We’ve blogged previously on the importance of shredding confidential documents, from finding out just what exactly constitutes a sensitive document, to when to use a domestic strip cut shredder and when to outsource, we’ve covered it all here. We pride ourselves on the service we offer, so when it comes to recycling confidential documents we can ensure that all the confidential data passed onto us (including any client data you may wish to dispose of) is securely shredded and we offer a regular service, be that daily, weekly or monthly, to help eliminate any backlog. At the end of each process we provide you with a certificate of disposal, so you can rest assured that the entire disposal process through TipTop Media has been legally compliant.

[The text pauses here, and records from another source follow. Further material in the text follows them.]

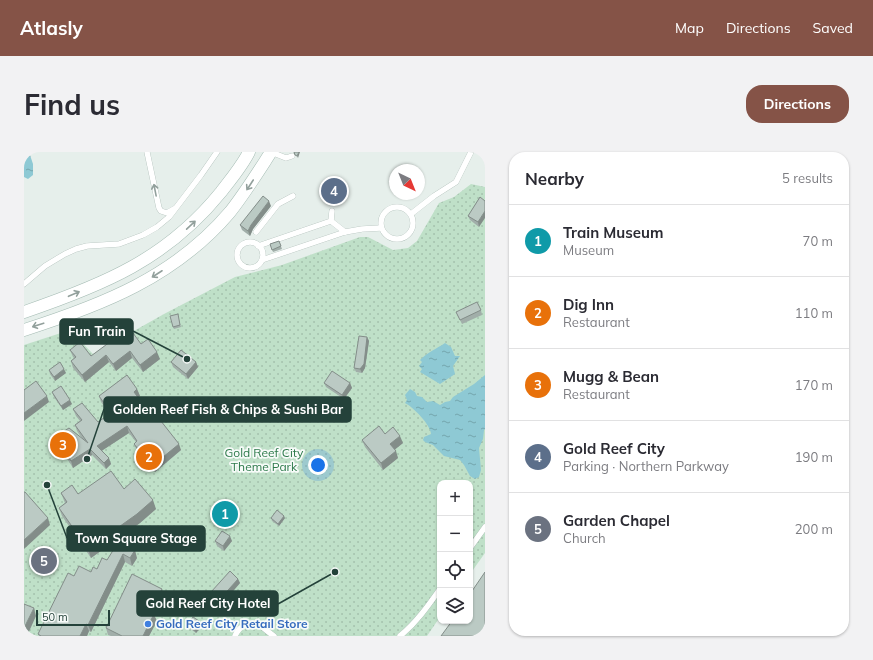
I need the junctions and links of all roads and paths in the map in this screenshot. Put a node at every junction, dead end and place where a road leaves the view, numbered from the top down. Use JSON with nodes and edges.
{"nodes":[{"id":1,"x":147,"y":152,"type":"edge"},
{"id":2,"x":217,"y":152,"type":"edge"},
{"id":3,"x":249,"y":152,"type":"edge"},
{"id":4,"x":271,"y":152,"type":"edge"},
{"id":5,"x":471,"y":152,"type":"edge"},
{"id":6,"x":292,"y":156,"type":"dead end"},
{"id":7,"x":293,"y":196,"type":"dead end"},
{"id":8,"x":176,"y":208,"type":"junction"},
{"id":9,"x":332,"y":211,"type":"dead end"},
{"id":10,"x":411,"y":214,"type":"junction"},
{"id":11,"x":331,"y":222,"type":"junction"},
{"id":12,"x":381,"y":228,"type":"junction"},
{"id":13,"x":256,"y":232,"type":"dead end"},
{"id":14,"x":345,"y":232,"type":"junction"},
{"id":15,"x":258,"y":246,"type":"junction"},
{"id":16,"x":63,"y":248,"type":"dead end"},
{"id":17,"x":57,"y":258,"type":"junction"},
{"id":18,"x":262,"y":260,"type":"junction"},
{"id":19,"x":24,"y":284,"type":"edge"},
{"id":20,"x":24,"y":312,"type":"edge"},
{"id":21,"x":24,"y":330,"type":"edge"},
{"id":22,"x":485,"y":527,"type":"edge"},
{"id":23,"x":473,"y":544,"type":"edge"},
{"id":24,"x":437,"y":593,"type":"edge"},
{"id":25,"x":267,"y":633,"type":"edge"},
{"id":26,"x":236,"y":636,"type":"edge"},
{"id":27,"x":274,"y":636,"type":"edge"},
{"id":28,"x":400,"y":636,"type":"edge"}],
"edges":[{"from":8,"to":1,"type":"lane","one_way":true},
{"from":2,"to":8,"type":"lane"},
{"from":20,"to":3,"type":"main road","one_way":true},
{"from":4,"to":6,"type":"lane"},
{"from":4,"to":21,"type":"main road","one_way":true},
{"from":5,"to":10,"type":"lane"},
{"from":7,"to":13,"type":"lane"},
{"from":8,"to":17,"type":"lane"},
{"from":9,"to":11,"type":"lane"},
{"from":10,"to":12,"type":"lane"},
{"from":10,"to":12,"type":"lane"},
{"from":11,"to":14,"type":"lane"},
{"from":11,"to":15,"type":"lane"},
{"from":12,"to":14,"type":"lane"},
{"from":14,"to":18,"type":"lane"},
{"from":15,"to":18,"type":"lane"},
{"from":15,"to":18,"type":"lane"},
{"from":16,"to":17,"type":"lane"},
{"from":17,"to":19,"type":"lane"},
{"from":22,"to":23,"type":"lane"},
{"from":24,"to":28,"type":"lane"},
{"from":25,"to":26,"type":"lane"},
{"from":25,"to":27,"type":"lane"}]}
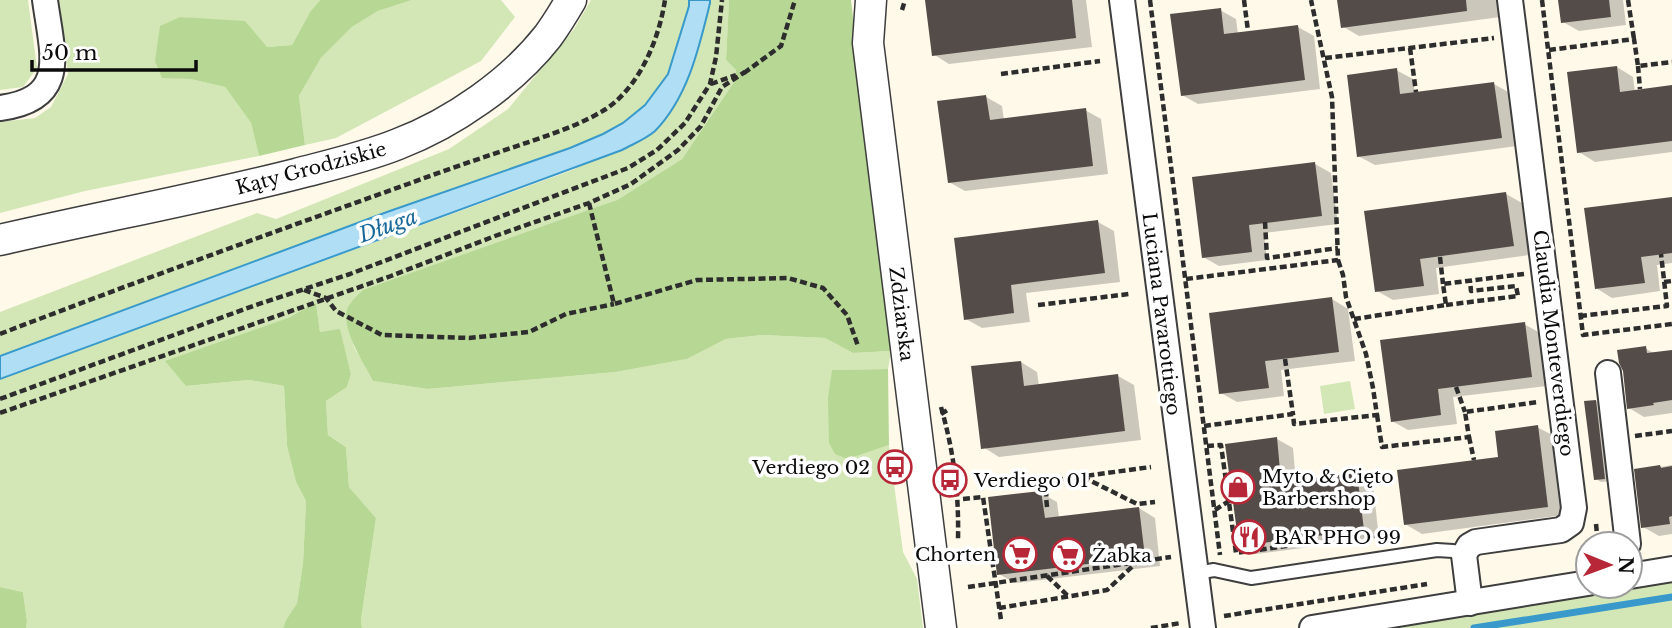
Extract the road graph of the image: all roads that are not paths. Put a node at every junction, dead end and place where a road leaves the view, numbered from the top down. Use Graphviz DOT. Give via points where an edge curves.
graph roads {
  1 [pos="45,0"];
  2 [pos="571,0"];
  3 [pos="870,0"];
  4 [pos="1122,0"];
  5 [pos="1510,0"];
  6 [pos="0,108"];
  7 [pos="0,240"];
  8 [pos="1608,373"];
  9 [pos="1626,530"];
  10 [pos="1464,555"];
  11 [pos="1187,564"];
  12 [pos="1672,569"];
  13 [pos="1644,570"];
  14 [pos="1574,585"];
  15 [pos="1470,603"];
  16 [pos="1203,624"];
  17 [pos="941,628"];
  18 [pos="1312,628"];
  1 -- 6 [label="street" via="51,78 40,95 20,106"];
  2 -- 7 [label="street, Kąty Grodziskie" via="547,36 485,96 398,144 238,189"];
  3 -- 17 [label="street, Zdziarska" via="868,43"];
  4 -- 11 [label="street, Luciana Pavarottiego"];
  5 -- 10 [label="street, Claudia Monteverdiego" via="1574,508 1571,523 1561,530 1476,542"];
  8 -- 9 [label="street"];
  10 -- 11 [label="lane" via="1446,549 1251,578"];
  10 -- 15 [label="street"];
  11 -- 16 [label="street, Luciana Pavarottiego"];
  12 -- 13 [label="street"];
  14 -- 15 [label="street"];
  15 -- 18 [label="street"];
}
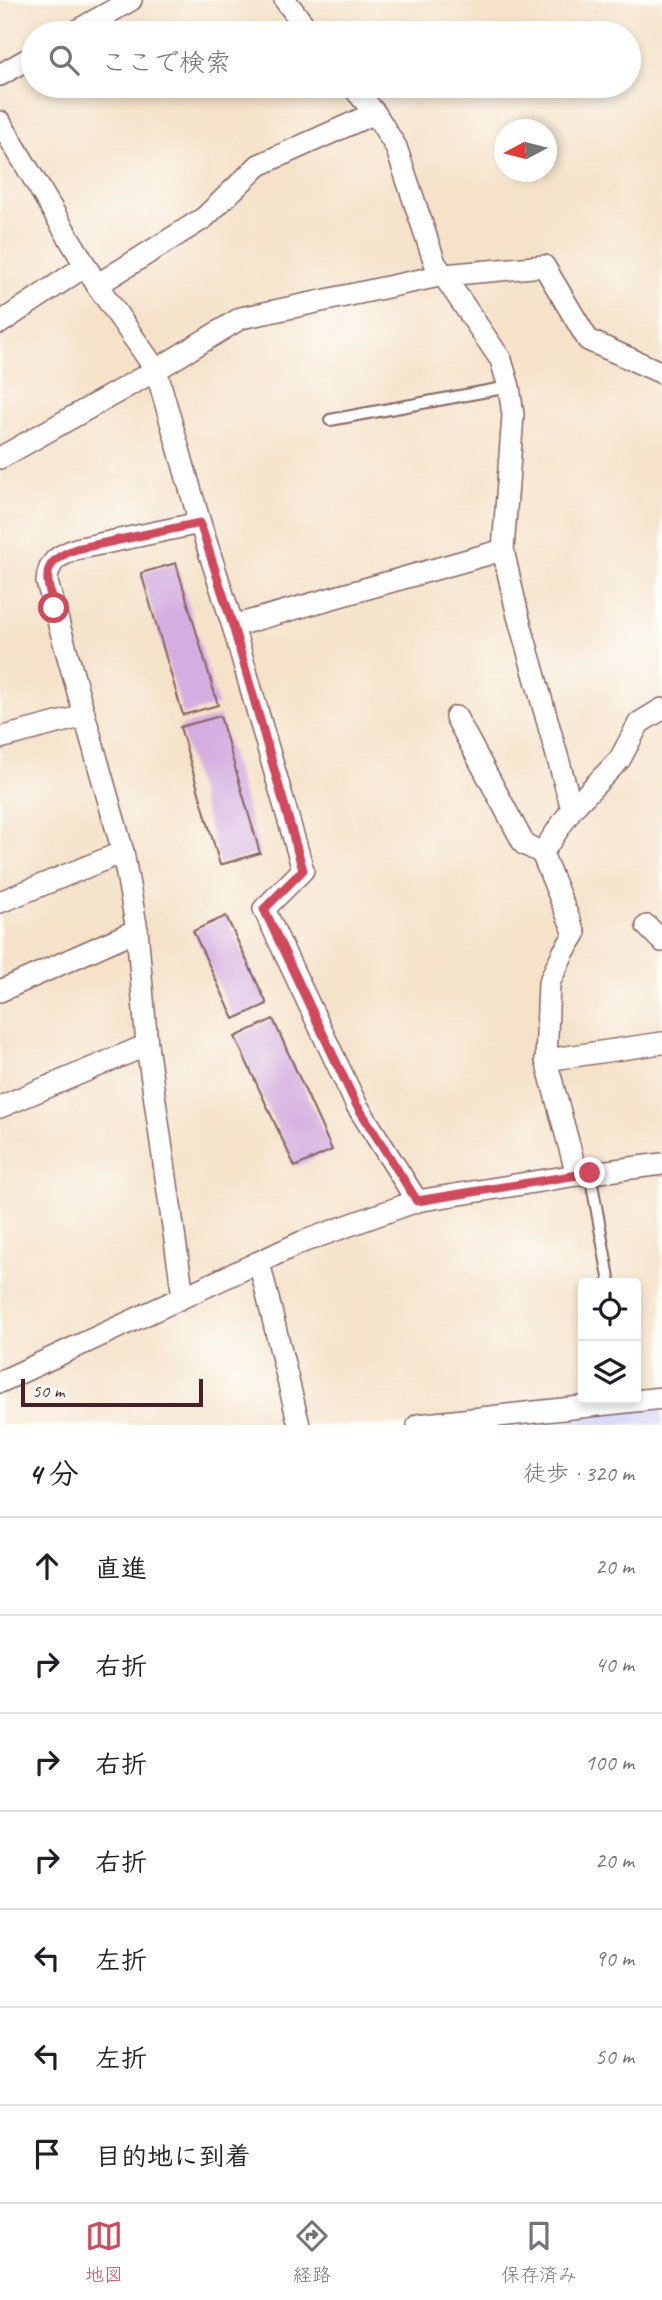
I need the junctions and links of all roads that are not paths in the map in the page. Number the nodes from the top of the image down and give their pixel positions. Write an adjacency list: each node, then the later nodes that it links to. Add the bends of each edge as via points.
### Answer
1 (131, 0): 3 (street)
2 (285, 0): 4 (street)
3 (94, 21)
4 (301, 21)
5 (21, 63): 6 (street)
6 (0, 75)
7 (362, 98): 8 (street)
8 (375, 113): 11 (street, via 396,147 435,263); 12 (street, via 260,165 204,218)
9 (0, 122): 10 (street)
10 (85, 266): 12 (street); 13 (street)
11 (444, 275): 14 (street, via 241,318); 15 (street, via 544,266 589,340); 16 (street, via 501,360)
12 (97, 285): 14 (street)
13 (0, 323)
14 (156, 370): 18 (street); 19 (street)
15 (662, 373)
16 (509, 387): 17 (lane); 20 (street, via 513,415)
17 (330, 420)
18 (0, 458)
19 (200, 523): 21 (street); 23 (street, via 76,549 51,563 47,582)
20 (503, 550): 21 (street); 26 (street)
21 (233, 626): 40 (street, via 303,870 264,909 356,1104)
22 (662, 709): 26 (street, via 639,723 620,760)
23 (84, 716): 25 (street); 27 (street)
24 (456, 717): 28 (street, via 524,844)
25 (0, 738)
26 (572, 809): 28 (street)
27 (123, 852): 29 (street); 31 (street)
28 (542, 853): 36 (street, via 575,934 549,983)
29 (0, 902)
30 (647, 926): 32 (street)
31 (137, 930): 33 (street); 35 (street)
32 (662, 941)
33 (0, 991)
34 (662, 1042): 36 (street)
35 (147, 1045): 37 (street); 43 (street)
36 (546, 1060): 39 (street)
37 (0, 1107)
38 (662, 1164): 39 (street)
39 (583, 1174): 40 (street); 42 (lane)
40 (417, 1201): 41 (street)
41 (259, 1262): 43 (street); 48 (street)
42 (609, 1278)
43 (183, 1296): 44 (street)
44 (0, 1382)
45 (662, 1398): 46 (street)
46 (641, 1399)
47 (591, 1404): 49 (street)
48 (299, 1425)
49 (418, 1425)

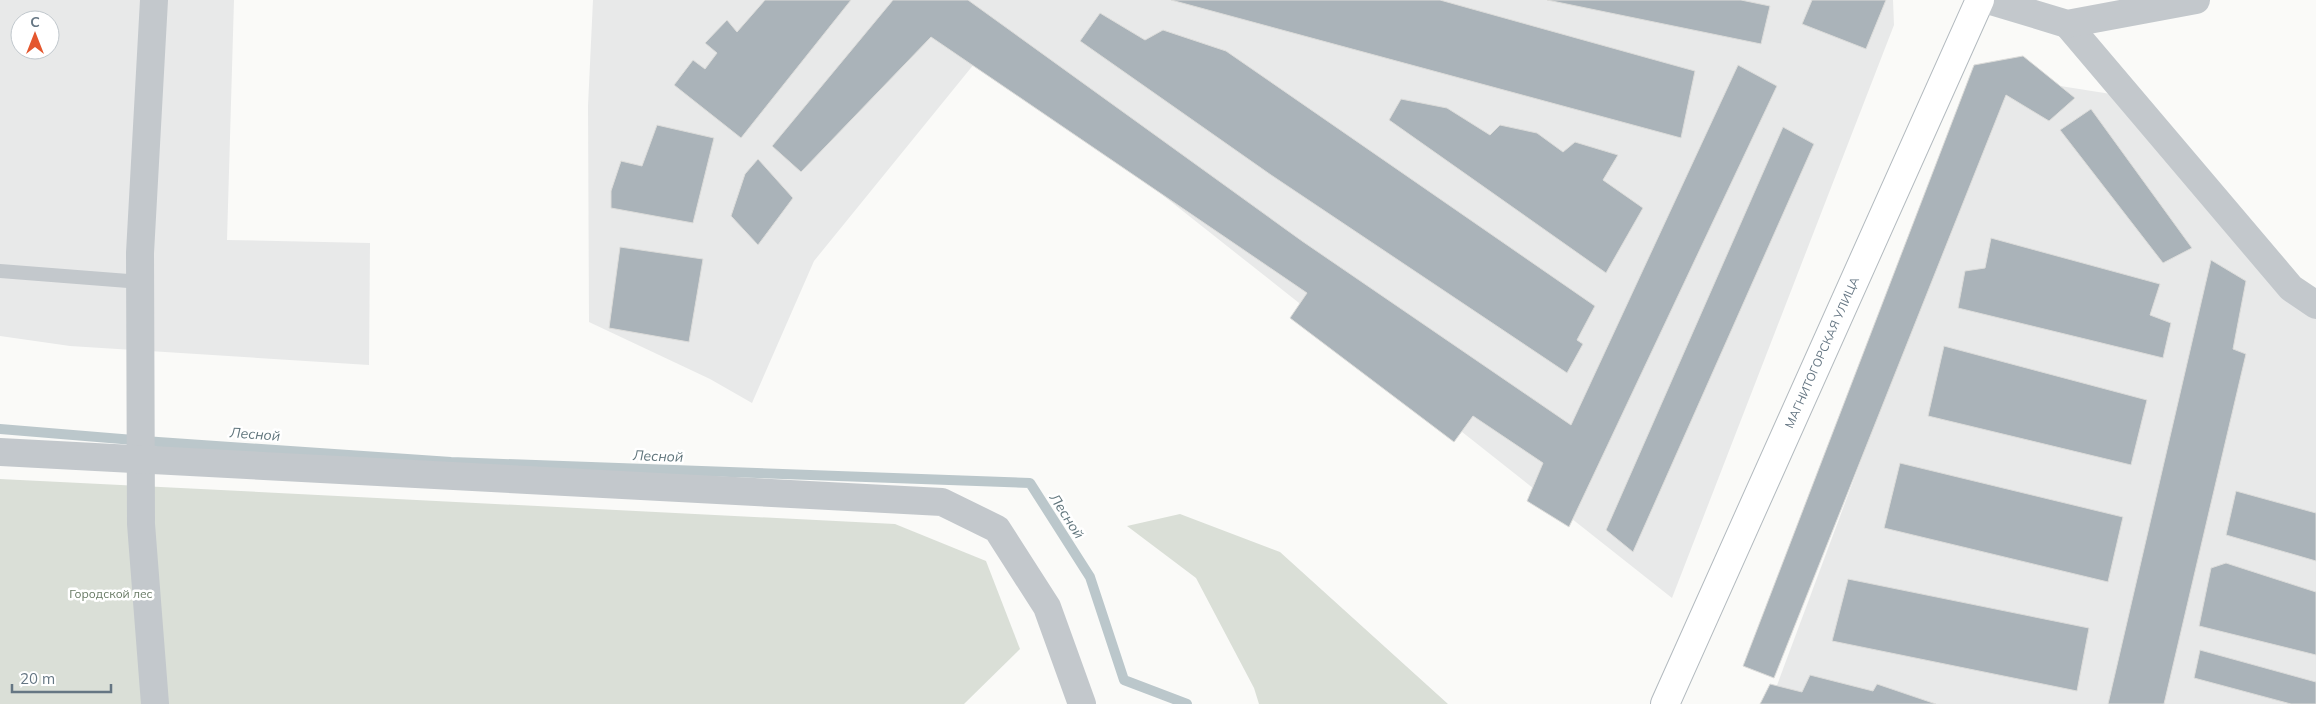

However, just because companies such as ourselves provide a thorough process and valid reasons to securely dispose of confidential documents, sadly doesn’t mean that people are actually doing this. It can be a boring task to slowly feed a shredder page by page, not to mention the slowly bubbling rage every time a page gets stuck so to speed things up you start ripping pages into small pieces and throwing into the bin. Very tempting I know…….but while we may think the likelihood is low of someone poking through the rubbish to stick all the pieces back together, it can still happen.
So what more can we do to reduce the enormous amount of sensitive items that are still going to landfill. Here’s a few that certainly made us think:
- Failure to redirect post. Sadly anyone who moves into your old premises/home is unlikely to securely shred any post that may arrive for you and will instead chuck it straight in the bin. While it is probable a lot of this will be junk, it could include bank statements or any communications from the passport or DVLA office if you do not change your addresses promptly.
- Not cutting up credit or debit cards. As credit and debit cards become ubiquitous, the correct disposal of them becomes ever more important. There is a big age difference here, with 95% of over 65’s stating that this is how they dispose of their bank cards versus 66% of 18-24 year olds.
- Failure to shred letters and other correspondence. As we mentioned in our previous blog post, it is surprising just what constitutes a sensitive document. Letters and other correspondence do fall into this category, a fact recognised by 83% of over 65 year olds. When it comes to the 18-24 year olds category there is a marked difference, as only 44% report shredding documents.
With a third of Britons reporting an identity theft crime last year, and the internet becoming ever more prevalent in our lives, it is important that we protect our data. Shredding your confidential documents through a reputable company, disposing of your bank cards correctly, and staying safe online are all ways to help ensure that your data doesn’t fall into the wrong hands.